"Oh, mammie!" she cried back, running to Emily, sitting down close to her. "Mammie, don't cry! Don't think I care! I'd a million times rather have him for my father! I never loved you, really, before! I didn't pry into it. Honestly, mammie, it just came to me, like the morning; like light flashing into me, mammie!"
Emily had drawn away from her and covered her face with her hands. Martha thought she was crying. She besought her tenderly:
"Mammie, don't you mind my understanding it. Oh, if you knew how I felt about it! When I think of you living here all these years! I started to come home to you the minute I realized it. It came to me like a flash in front of Woolworth's in State Street, there. I was walking along, blue enough to die; I just wanted to die, I was so sore. And I saw that front and I remembered going into Woolworth's here, between you and Uncle Jim. I don't mind calling him that; it's a dear name for him. I remembered all of a sudden just how you looked at each other. Mammie, it just stunned me when I understood. I hadn't gone a block before I saw it all. I don't know why I didn't always understand it. Because he always was just naturally my father, wasn't he? Nobody ever had to teach me to love HIM! Dad never felt that way about me, naturally. It wasn't his fault he never had any interest in me. I knew why you stood Bronson, then! I remembered how you looked after the funeral! I was so excited I just couldn't stand up. I sat down on a bench in the public library lobby, and just sat there! Oh, I never appreciated you till now, mammie! I'm going to take care of you now. When I think of you living year in and year out in this house with dad—I'll call him that! I don't care about names! The way you've put it across right here, in this dirty gossipy little town, and nobody DARED to suspect you of anything! Not ANYTHING! Why do you look at me that way? You intended to tell me some time, surely!"
Now for the first time in her life Emily had drawn away from her child in repulsion. She had started to speak; she had started to cry out her denial. But that young, eager, relit face was close to hers. No matter how illuminating the mistake was, the poor distorted child must know the truth. But as Emily opened her lips to speak, the poor distorted child went on; she had seized Emily's hand in both her own:
"Oh, now I know what they mean, being born again. I was just born again, mammie! I know now why you never scolded me—why you stood by me; you understood. You've been through it! And everybody loves you; they just bless you! You aren't afraid they'll find it out. You just go on! I'm going on, too! My God! how I'm going on! If you can put this across, so can I! You never were afraid of dad finding it out, even, were you?"
Emily Kenworthy murmured, "No." She meant to add, "There was never anything to find out, you bad, silly girl!" but she didn't.

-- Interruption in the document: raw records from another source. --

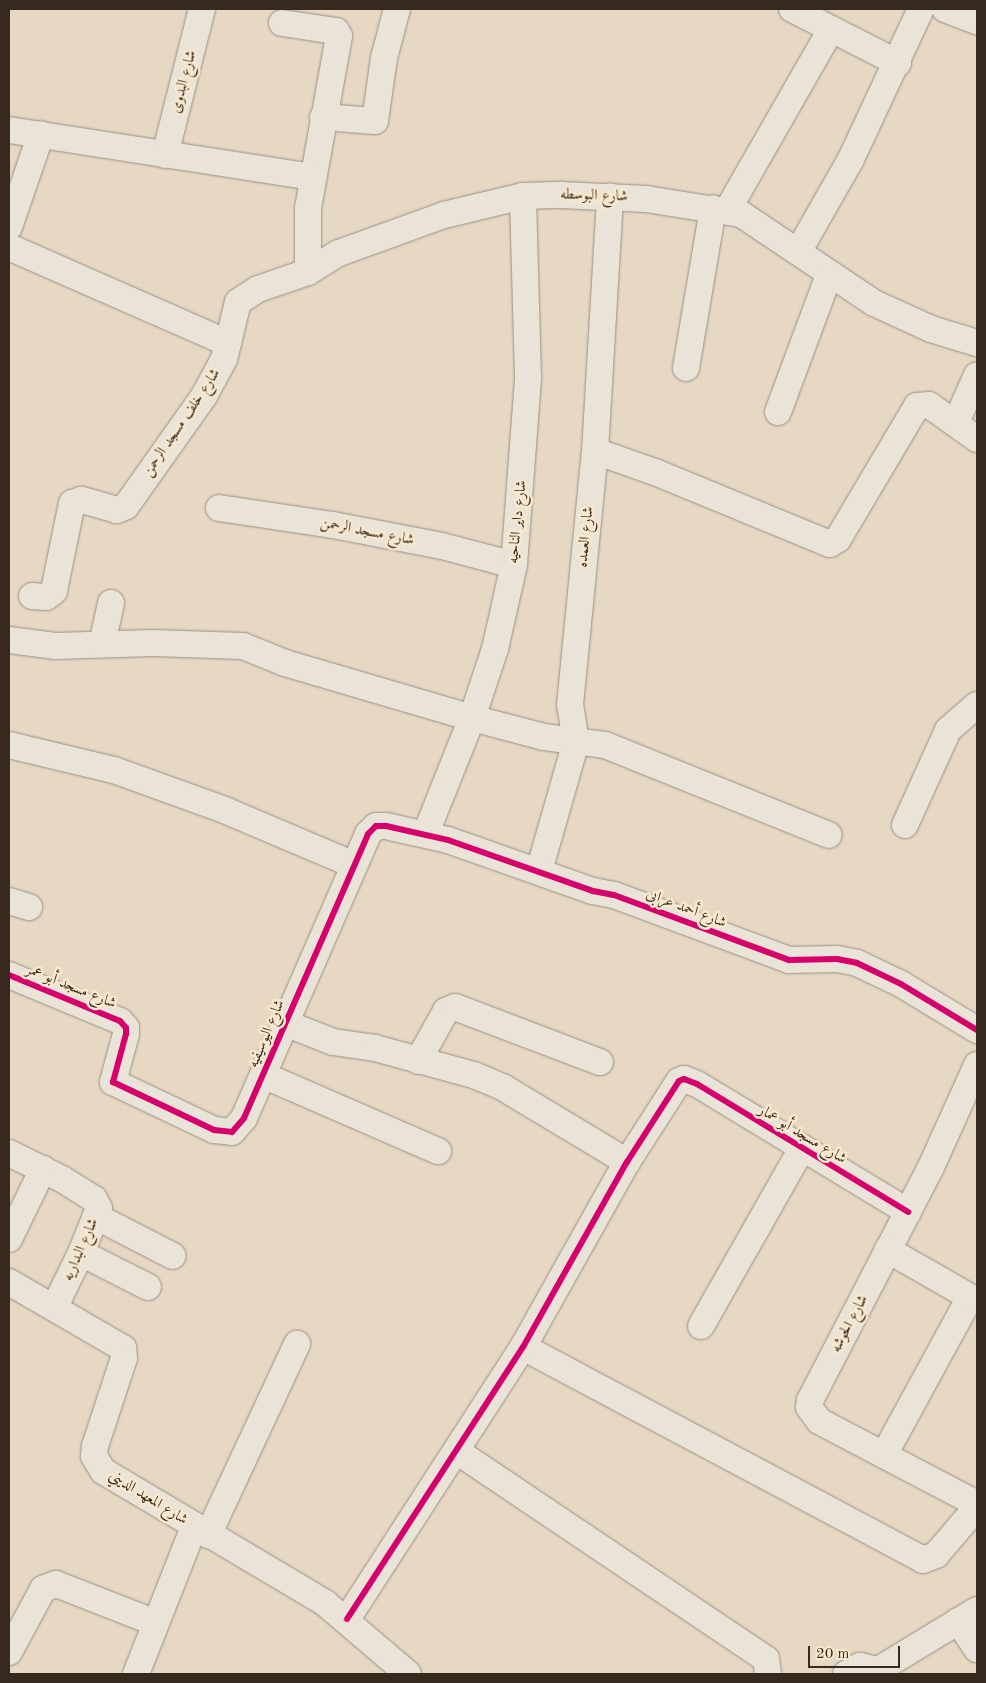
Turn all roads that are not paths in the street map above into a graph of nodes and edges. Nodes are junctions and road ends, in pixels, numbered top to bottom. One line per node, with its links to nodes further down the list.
1 (202, 9): 13 (street, شارع البدوى)
2 (397, 9): 10 (street)
3 (792, 9): 8 (street)
4 (922, 9): 9 (street)
5 (946, 9): 6 (street)
6 (977, 21)
7 (282, 23): 10 (street)
8 (830, 31): 9 (street); 17 (street)
9 (898, 63): 20 (street)
10 (323, 117): 14 (street)
11 (9, 130): 12 (street)
12 (41, 134): 13 (street); 18 (street)
13 (165, 155): 14 (street)
14 (313, 177): 21 (street)
15 (524, 196): 16 (street, شارع البوسطه); 21 (street, شارع البوسطه); 32 (street, شارع داير الناحيه)
16 (610, 196): 17 (street, شارع البوسطه); 30 (street, شارع العمده)
17 (720, 210): 20 (street, شارع البوسطه); 25 (street)
18 (9, 227)
19 (9, 246): 23 (street)
20 (798, 252): 22 (street, شارع البوسطه)
21 (308, 272): 23 (street, شارع البوسطه)
22 (828, 275): 24 (street, شارع البوسطه); 27 (street)
23 (228, 343): 33 (street, شارع خلف مسجد الرحمن)
24 (977, 343)
25 (686, 368)
26 (977, 374): 28 (street)
27 (778, 412)
28 (956, 422): 29 (street); 30 (street)
29 (977, 439)
30 (594, 451): 39 (street, شارع العمده)
31 (219, 508): 32 (street, شارع مسجد الرحمن)
32 (514, 565): 38 (street, شارع داير الناحيه)
33 (32, 596)
34 (111, 603): 36 (street)
35 (9, 640): 36 (street)
36 (102, 644): 38 (street)
37 (977, 706): 41 (street)
38 (472, 718): 39 (street); 43 (street, شارع داير الناحيه)
39 (576, 742): 44 (street); 46 (street, شارع العمده)
40 (9, 745): 45 (street)
41 (905, 824)
42 (376, 826): 43 (street, شارع أحمد عرابى); 45 (street, شارع اليوسيفيه)
43 (426, 833): 46 (street, شارع أحمد عرابى)
44 (828, 835)
45 (354, 865): 48 (street, شارع اليوسيفيه)
46 (538, 871): 49 (street, شارع أحمد عرابى)
47 (9, 975): 54 (street, شارع مسجد أبو عمر)
48 (285, 1023): 50 (street); 53 (street, شارع اليوسيفيه)
49 (976, 1024)
50 (418, 1061): 51 (street); 58 (street)
51 (600, 1062)
52 (977, 1065): 60 (street, شارع الحوشه)
53 (263, 1075): 54 (street, شارع اليوسيفيه); 56 (street)
54 (113, 1082)
55 (801, 1150): 58 (street, شارع مسجد أبو عمار); 60 (street, شارع مسجد أبو عمار); 70 (street)
56 (438, 1152)
57 (9, 1153): 59 (street, شارع البداريه)
58 (627, 1162): 72 (street)
59 (43, 1169): 61 (street, شارع البداريه); 62 (street)
60 (908, 1212): 63 (street, شارع الحوشه)
61 (97, 1218): 64 (street, شارع البداريه); 65 (street)
62 (9, 1239)
63 (888, 1250): 68 (street); 74 (street, شارع الحوشه)
64 (81, 1253): 67 (street); 69 (street, شارع البداريه)
65 (173, 1256)
66 (9, 1282): 69 (street, شارع المعهد الديني)
67 (148, 1287)
68 (974, 1289): 74 (street)
69 (54, 1308): 76 (street, شارع المعهد الديني)
70 (701, 1326)
71 (297, 1344): 76 (street)
72 (524, 1347): 73 (street); 75 (street)
73 (458, 1452): 78 (street); 84 (street)
74 (884, 1455): 75 (street, شارع الحوشه)
75 (977, 1506)
76 (201, 1531): 78 (street, شارع المعهد الديني); 79 (street)
77 (968, 1615): 80 (street); 85 (street)
78 (347, 1619): 83 (street, شارع المعهد الديني)
79 (156, 1623): 81 (street); 82 (street)
80 (977, 1649)
81 (9, 1652)
82 (136, 1674)
83 (408, 1674)
84 (768, 1674)
85 (846, 1674)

She could find no excuse for her conduct, as she thought it over, that night. She had simply been hypnotized by the beauty of that child's eagerness. It had been such a long time since she had seen eagerness, hopefulness, twinkling out of that little sweet face of hers, that she hadn't had courage to darken it again. Martha had just sat there, caressing her, babbling out her enjoyment of her mother's infamy, until Greta's older sister had come in. Emily had made her entrance an excuse for getting away to her room. And there she had sat dazedly, hurt, ashamed of her daughter, more ashamed of herself. How could I have hesitated a minute! I ought to have corrected her the minute she dared to suggest that to me! But what difference does it make? It's good enough for Bob! He never appreciated her! What do I care what she thinks, if it does her any good? I'm not high and holy any longer! I understand her! Hasn't she any sense of honor at all, that she's so pleased? Why should I be so shocked? Didn't I plan often enough to leave Bob and go to Jim? She only accused me of what I often wanted to do! I gave that up, and this is what I get for it! She wishes she was Jim's. She thinks I went on living with Bob! "My God!" cried Emily. "But she can't help it; she has to suspect somebody. It's her luck, after what she's done. Why should I feel so sick about this?"
And even while she sat there feeling sick at heart, Martha's voice came dancing up the stairs.
"Mammie, what are you doing? Can't you come down a minute?"
And Emily had gone down, hardening her heart. "I'm never going to tell her the truth," she was vowing. "Let her think that, if it does her any good!" And all that evening she had talked and listened to talking, like one in a dream. Whatever she said, it was of Martha's base accusation that she was conscious. "Surely," she was thinking, "if I gave Jim up once for this child, I can give up Bob and my scruples, just in her mind, for a little while." She was so preoccupied with her thoughts that she scarcely spoke during supper. Bob noticed her quietness. She had been gay at dinner. He was the more affable to Martha.